Department of Nephrology, The First Hospital of Jilin University, Changchun, China.
Department of Internal Medicine, College of Medicine, Institute of Kidney Disease Research, Yonsei University, Seoul, South Korea.
Diabetologia. 2024 Sep;67(9):1980-1997. doi: 10.1007/s00125-024-06191-8. Epub 2024 Jun 15.
AIMS/HYPOTHESIS: Glomerular lipid accumulation is a defining feature of diabetic kidney disease (DKD); however, the precise underlying mechanism requires further elucidation. Recent evidence suggests a role for proprotein convertase subtilisin/kexin type 9 (PCSK9) in intracellular lipid homeostasis. Although PCSK9 is present in kidneys, its role within kidney cells and relevance to renal diseases remain largely unexplored. Therefore, we investigated the role of intracellular PCSK9 in regulating lipid accumulation and homeostasis in the glomeruli and podocytes under diabetic conditions. Furthermore, we aimed to identify the pathophysiological mechanisms responsible for the podocyte injury that is associated with intracellular PCSK9-induced lipid accumulation in DKD.
In this study, glomeruli were isolated from human kidney biopsy tissues, and glomerular gene-expression analysis was performed. Also, db/db and db/m mice were used to perform glomerular gene-expression profiling. We generated DKD models using a high-fat diet and low-dose intraperitoneal streptozocin injection in C57BL/6 and Pcsk9 knockout (KO) mice. We analysed cholesterol and triacylglycerol levels within the kidney cortex. Lipid droplets were evaluated using BODIPY staining. We induced upregulation and downregulation of PCSK9 expression in conditionally immortalised mouse podocytes using lentivirus and siRNA transfection techniques, respectively, under diabetic conditions.

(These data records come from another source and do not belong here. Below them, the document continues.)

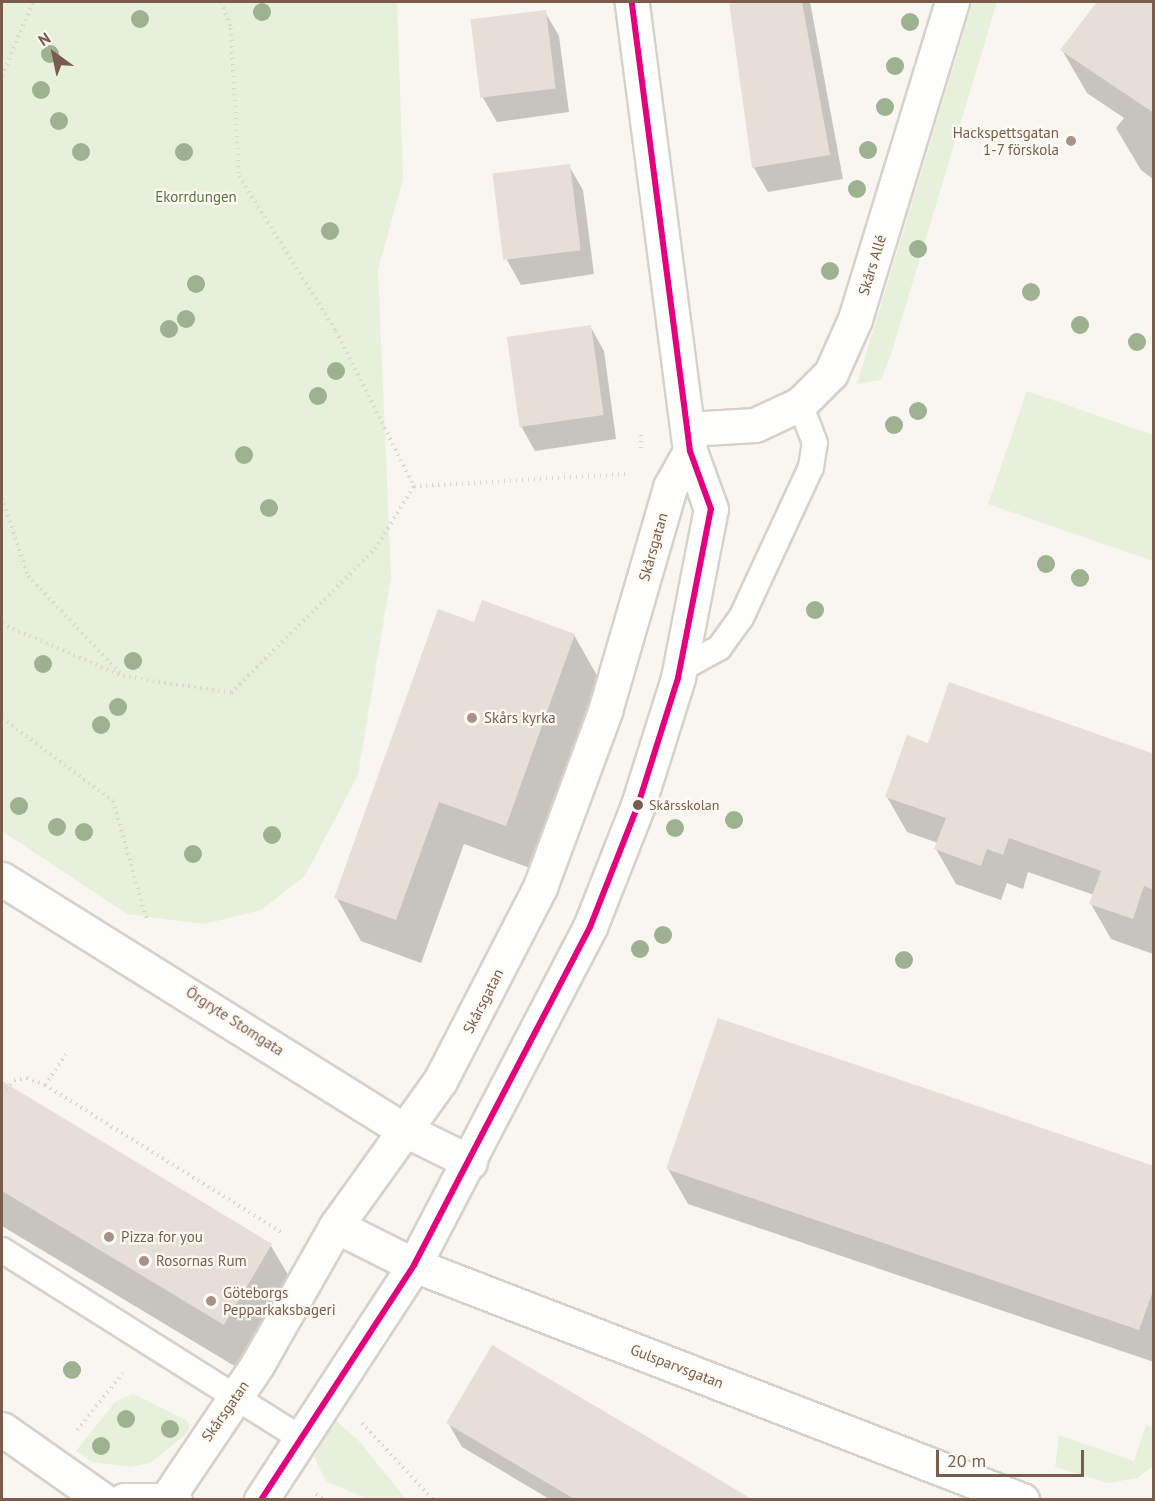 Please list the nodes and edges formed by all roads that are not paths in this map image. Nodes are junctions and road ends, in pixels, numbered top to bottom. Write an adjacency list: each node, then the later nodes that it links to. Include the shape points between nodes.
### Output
1 (632, 2): 4 (street)
2 (952, 2): 3 (street, Skårs Allé, via 855,319 831,373)
3 (801, 404): 4 (street, Skårs Allé, via 755,425); 5 (lane, via 815,443 806,478 741,618 719,648)
4 (689, 440): 5 (street, via 711,509); 7 (street, Skårsgatan, via 670,487 605,711 540,888 440,1081)
5 (679, 670): 8 (street, via 638,805 590,927)
6 (2, 879): 7 (street, Örgryte Stomgata, via 162,975)
7 (401, 1128): 8 (street, Örgryte Stomgata); 9 (street, Skårsgatan)
8 (470, 1162): 11 (street)
9 (336, 1226): 11 (street, Gulsparvsgatan); 12 (street, Skårsgatan)
10 (2, 1251): 12 (lane)
11 (414, 1264): 14 (street); 19 (street, Gulsparvsgatan)
12 (234, 1396): 14 (lane); 15 (street, Skårsgatan)
13 (2, 1429): 16 (street)
14 (299, 1437): 18 (street)
15 (172, 1498): 17 (street)
16 (103, 1500)
17 (124, 1500)
18 (261, 1500)
19 (1022, 1500) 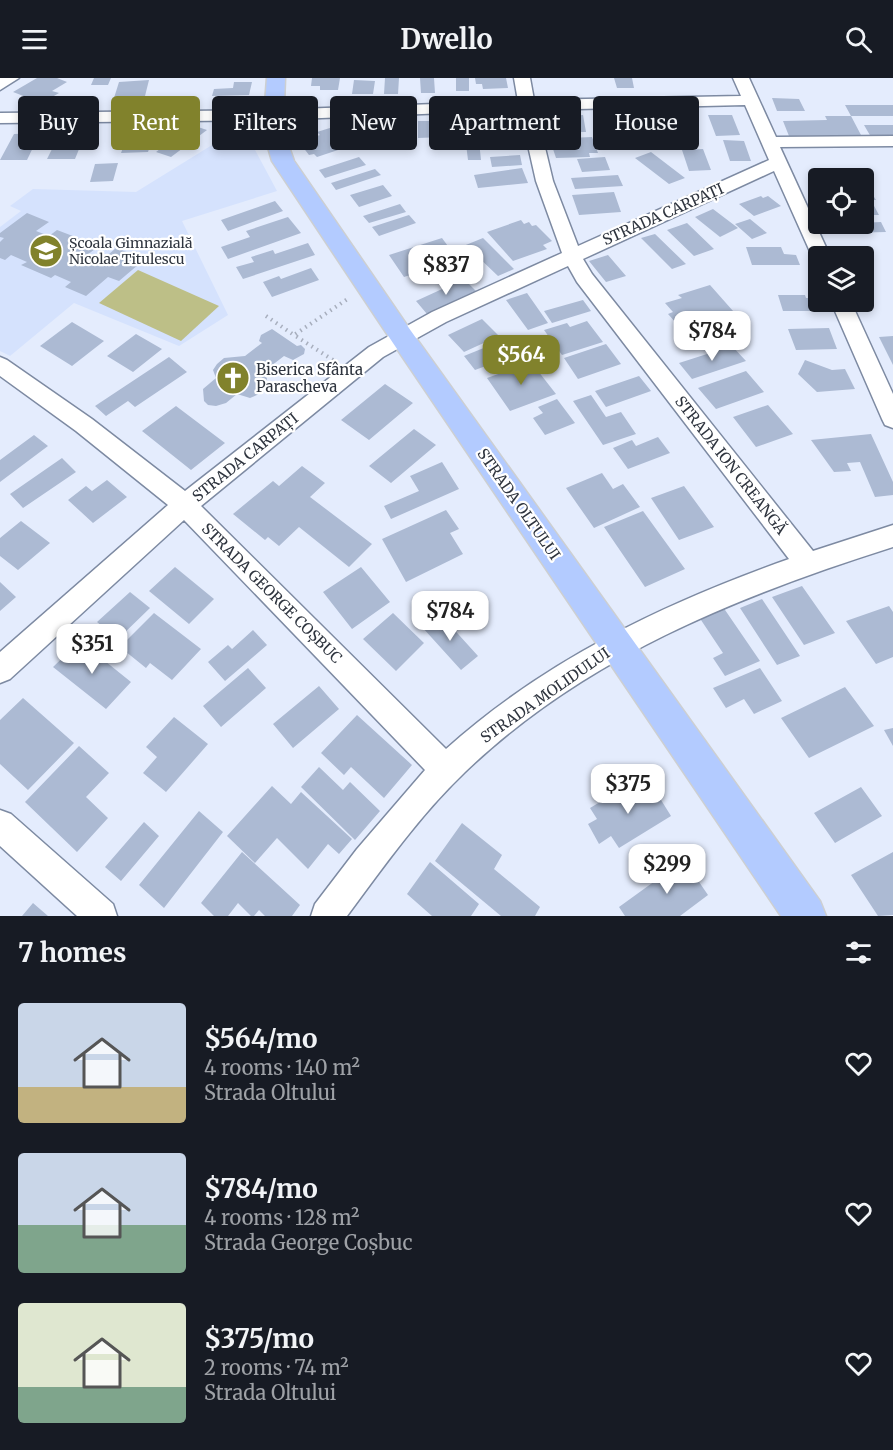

A significant reduction in transcription level of PCSK9 was observed in glomeruli of individuals with DKD. PCSK9 expression was also reduced in podocytes of animals under diabetic conditions. We observed significantly higher lipid accumulation in kidney tissues of Pcsk9 KO DKD mice compared with wild-type (WT) DKD mice. Additionally, Pcsk9 KO mouse models of DKD exhibited a significant reduction in mitochondria number vs WT models, coupled with a significant increase in mitochondrial size. Moreover, albuminuria and podocyte foot process effacement were observed in WT and Pcsk9 KO DKD mice, with KO DKD mice displaying more pronounced manifestations. Immortalised mouse podocytes exposed to diabetic stimuli exhibited heightened intracellular lipid accumulation, mitochondrial injury and apoptosis, which were ameliorated by Pcsk9 overexpression and aggravated by Pcsk9 knockdown in mouse podocytes.
CONCLUSIONS/INTERPRETATION: The downregulation of PCSK9 in podocytes is associated with lipid accumulation, which leads to mitochondrial dysfunction, cell apoptosis and renal injury. This study sheds new light on the potential involvement of PCSK9 in the pathophysiology of glomerular lipid accumulation and podocyte injury in DKD.
目的/假设:肾小球脂质积累是糖尿病肾病(DKD)的一个特征;然而,其确切的潜在机制仍需要进一步阐明。最近的证据表明,前蛋白转化酶枯草溶菌素/柯萨奇蛋白酶 9(PCSK9)在细胞内脂质稳态中发挥作用。尽管 PCSK9 存在于肾脏中,但它在肾脏细胞中的作用及其与肾脏疾病的关系在很大程度上仍未得到探索。因此,我们研究了细胞内 PCSK9 在调节糖尿病条件下肾小球和足细胞中脂质积累和稳态中的作用。此外,我们旨在确定与细胞内 PCSK9 诱导的 DKD 脂质积累相关的足细胞损伤的病理生理机制。
在这项研究中,从人肾活检组织中分离出肾小球,并进行肾小球基因表达分析。此外,还使用 db/db 和 db/m 小鼠进行肾小球基因表达谱分析。我们使用高脂肪饮食和低剂量腹腔链脲佐菌素注射在 C57BL/6 和 Pcsk9 敲除(KO)小鼠中建立 DKD 模型。我们分析了肾脏皮质中的胆固醇和三酰甘油水平。使用 BODIPY 染色评估脂滴。我们使用慢病毒和 siRNA 转染技术分别在条件性永生化小鼠足细胞中上调和下调 PCSK9 表达,在糖尿病条件下进行实验。
在 DKD 患者的肾小球中观察到 PCSK9 的转录水平显著降低。在糖尿病动物的足细胞中,PCSK9 的表达也减少了。与野生型(WT)DKD 小鼠相比,Pcsk9 KO DKD 小鼠的肾脏组织中脂质积累明显更高。此外,Pcsk9 KO 小鼠的 DKD 模型与 WT 模型相比,线粒体数量显著减少,而线粒体大小显著增加。此外,在 WT 和 Pcsk9 KO DKD 小鼠中观察到白蛋白尿和足细胞足突融合,KO DKD 小鼠的表现更为明显。暴露于糖尿病刺激的永生化小鼠足细胞表现出细胞内脂质积累、线粒体损伤和细胞凋亡增加,而 PCSK9 的过表达可改善这种情况,而 PCSK9 的敲低则会加剧这种情况。
结论/解释:足细胞中 PCSK9 的下调与脂质积累有关,这导致线粒体功能障碍、细胞凋亡和肾脏损伤。这项研究揭示了 PCSK9 可能参与 DKD 肾小球脂质积累和足细胞损伤的病理生理学机制。